Athena looked at the clownish policeman, unsure of his intent. “Are you talking about a particular person, Fabian?”

“Of course not!” he answered, with a fatuousness that incited suspicion rather than allaying it. “That would be inconceivable! I'm talking of concepts, of plot mechanisms. But if you have no other ideas and you're here, why not? Moreover, the idea that some sinister chief committed the crime is much more interesting than this tired hypothesis of drugs, of the settling of scores. At least, from the cinematic point of view.”

“Your joke is in very bad taste, Fabian.”
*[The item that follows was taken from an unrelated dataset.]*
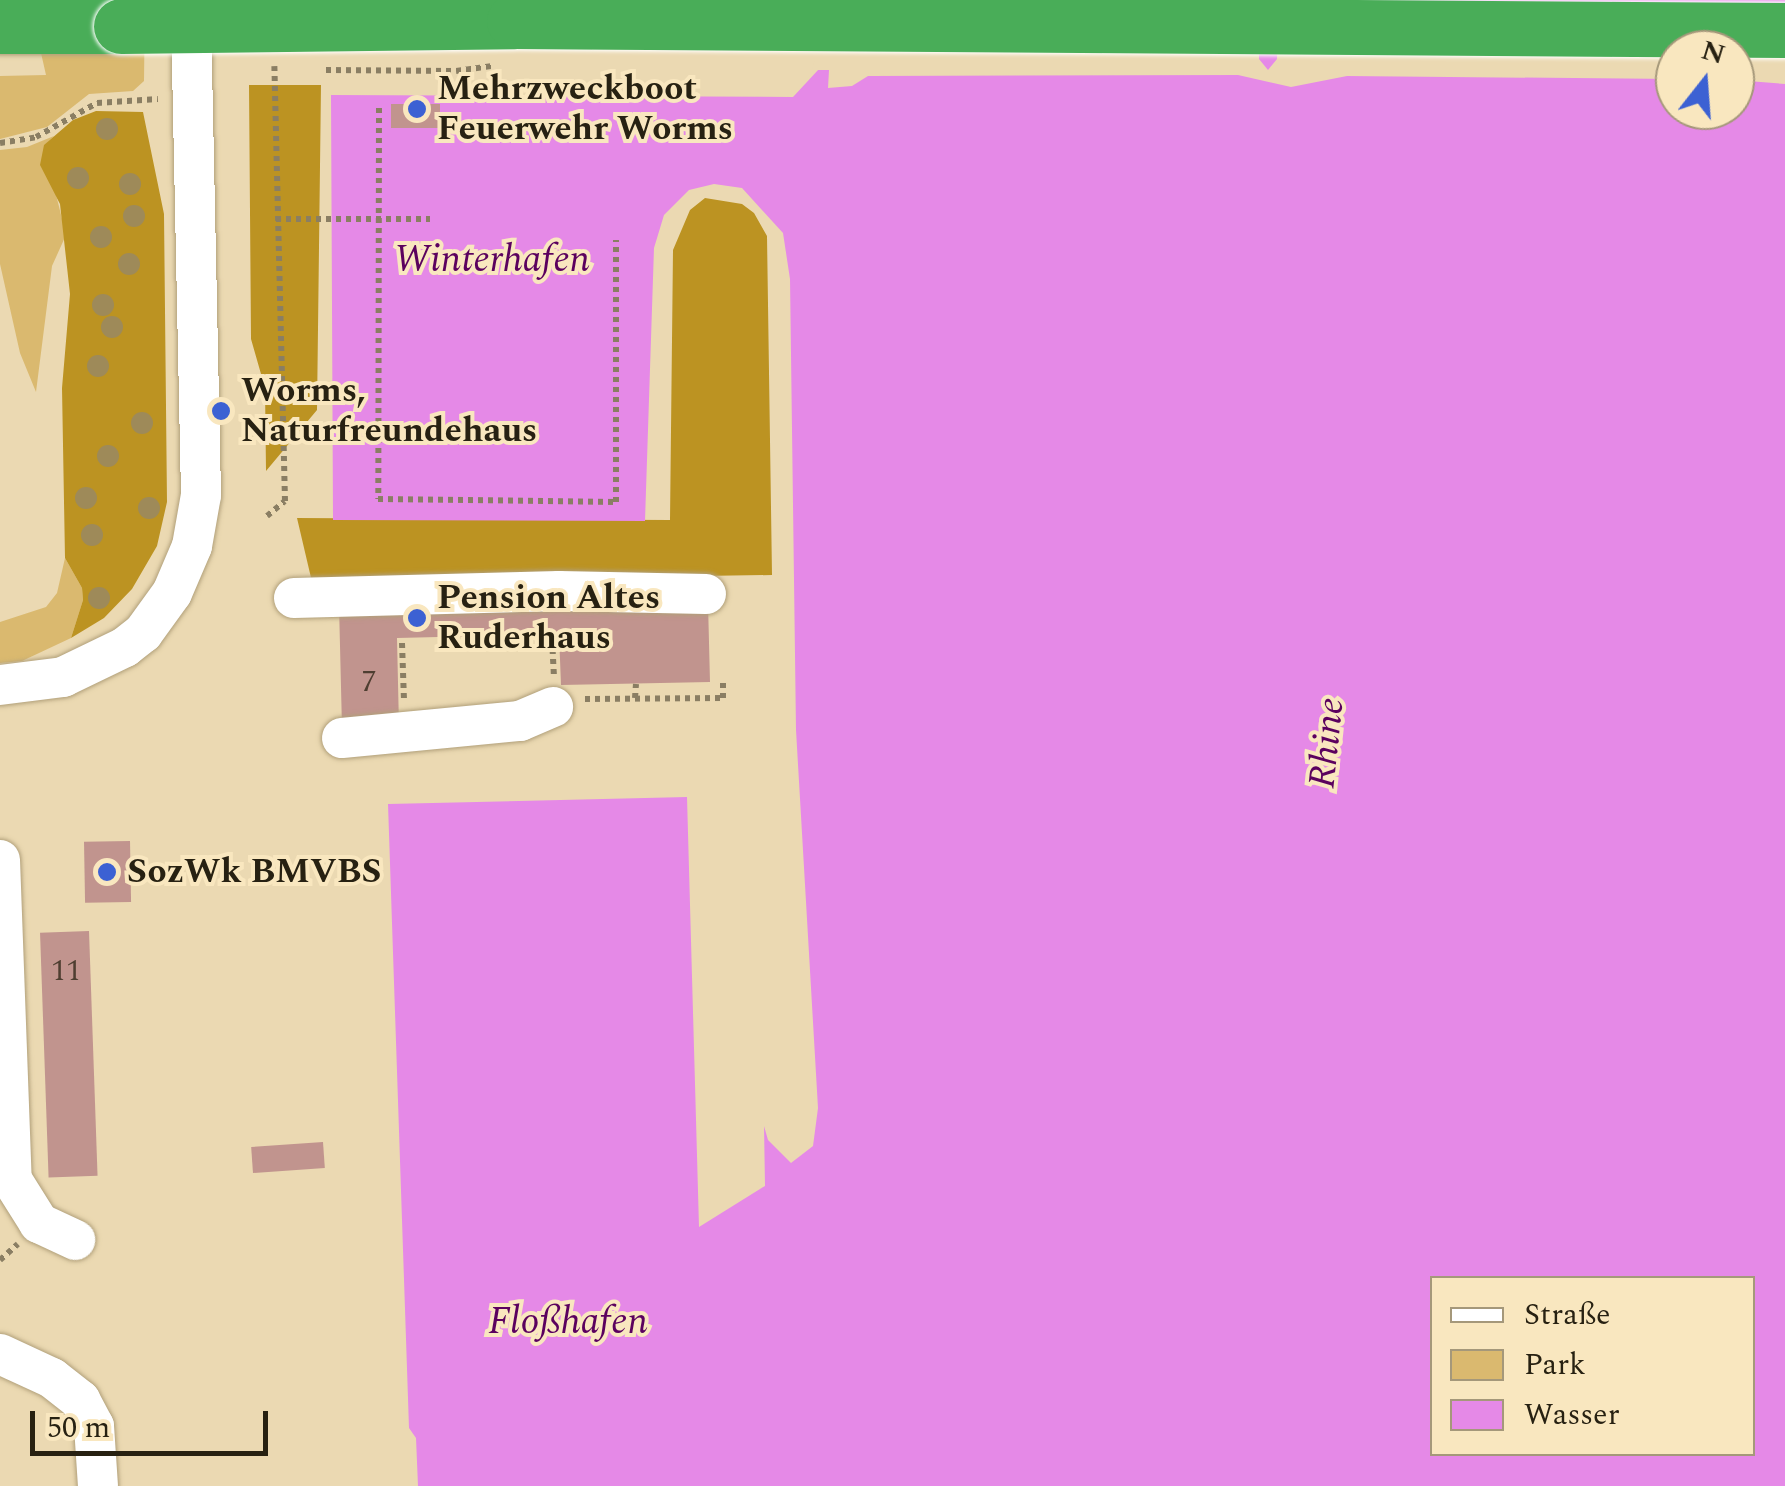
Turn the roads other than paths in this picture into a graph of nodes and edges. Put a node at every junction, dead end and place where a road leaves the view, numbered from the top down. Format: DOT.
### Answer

He dropped his smile. “You're right. The truth is, I feel sorry for you. It's difficult to come to a foreign country and try to solve a crime like this.
There's much frustration. But I would like to help you. What I suggest is this: after work, privately, without telling the Comisario, you and I should go and make some inquiries. To survey once again the crime scene, see if some clue has been missed. Then there is dinner, with one of our excellent red wines, and we should visit some interesting bars in Palermo and San Telmo, to familiarize you with the ambiance of the events. There is one that is
very
interesting called—”

“Fabian—”

“El Gaucho Maricon—”

“Fabian! I don't think that would be appropriate—”

“Doctora,” he interrupted her, leaning close and speaking in an urgent near-whisper, “you are in Buenos Aires! The city where love and death never stop changing their thousand beautiful masks!” He suddenly let go of the poetic approach. “Am I too transparent?”

“I knew boys in high school who were less transparent than you.”

“Ow!” He winced. “Now, you hit me hard, Athena! My ego has shrunk to the size of a coffee bean.” He stood up and broke into a smile. “Thus is life. No? I give you the number of my cell phone.” Extracting a card from his pocket. “If you need help at any moment you can call your friend Fabian. Until then . . .” She felt his curls tickle her skin as he kissed her cheek. He stopped in the doorway, shaking his finger at her. “You're going to like my police story. You don't know it yet, but you're going to like it.”

The sight of Comisario Fortunato's
weary face pasted in his drab office dispersed the queer cologne of Fabian's games. He gave an officer a few pesos for coffee and inquired about her previous days in Buenos Aires. Had she passed them well? How was she occupying her time? She answered blandly as he stacked some papers on his desk, something about meeting with a few people, enjoying the cafés. She was eager to find out what he'd uncovered.


Bien
.” He put the papers to the side. “I have good news for you. After we spoke I asked all in the brigada to inquire among their sources for information about Waterbury. This was not so simple; many times the
buchones
, for reasons of their own, are not eager to chat. As this is priority one, we did it, and thankfully it rendered quite a bit. It seems that one of our informants heard another criminal boasting about killing a German and, following that
line, it turned out that it was not a German after all, but a North American. It's not sure yet, but it seems that we already have the killer in custody.”

Athena felt her heart beat faster but she said nothing.

“It seems that one of the material authors of the crime is a delinquent named Enrique Boguso, who has already been processed on a different murder that he committed after that of Robert Waterbury. We think he is dose to a confession.”

“Why did he do it?”

“The motive still isn't clear, but, as we suspected, it had something to do with drugs. Waterbury wanted to buy a small amount, and then they decided to get clever: It's not known yet. Let's see if it gets clearer in the next few days.”

As glad as the news made her, she felt cheated that it didn't involve a connection to Teresa and Carlo Pelegrini. Chiding herself: she was complaining because the murder was too mundane? And yet . . . “There's something I need to tell you, Miguel. Something of interest to the case.”

“What, young one?”

She felt timid before Fortunato's kind eyes. “I went and talked with Ricardo Berenski. He's a journalist, perhaps you've heard of him.”

Fortunato rubbed his chin. “He writes about sports, no? About
futbol
.”

She almost laughed with relief. The Comisario's features had never seemed so endearing. “No. He's an investigative journalist. I went to him just to get another view on the case.”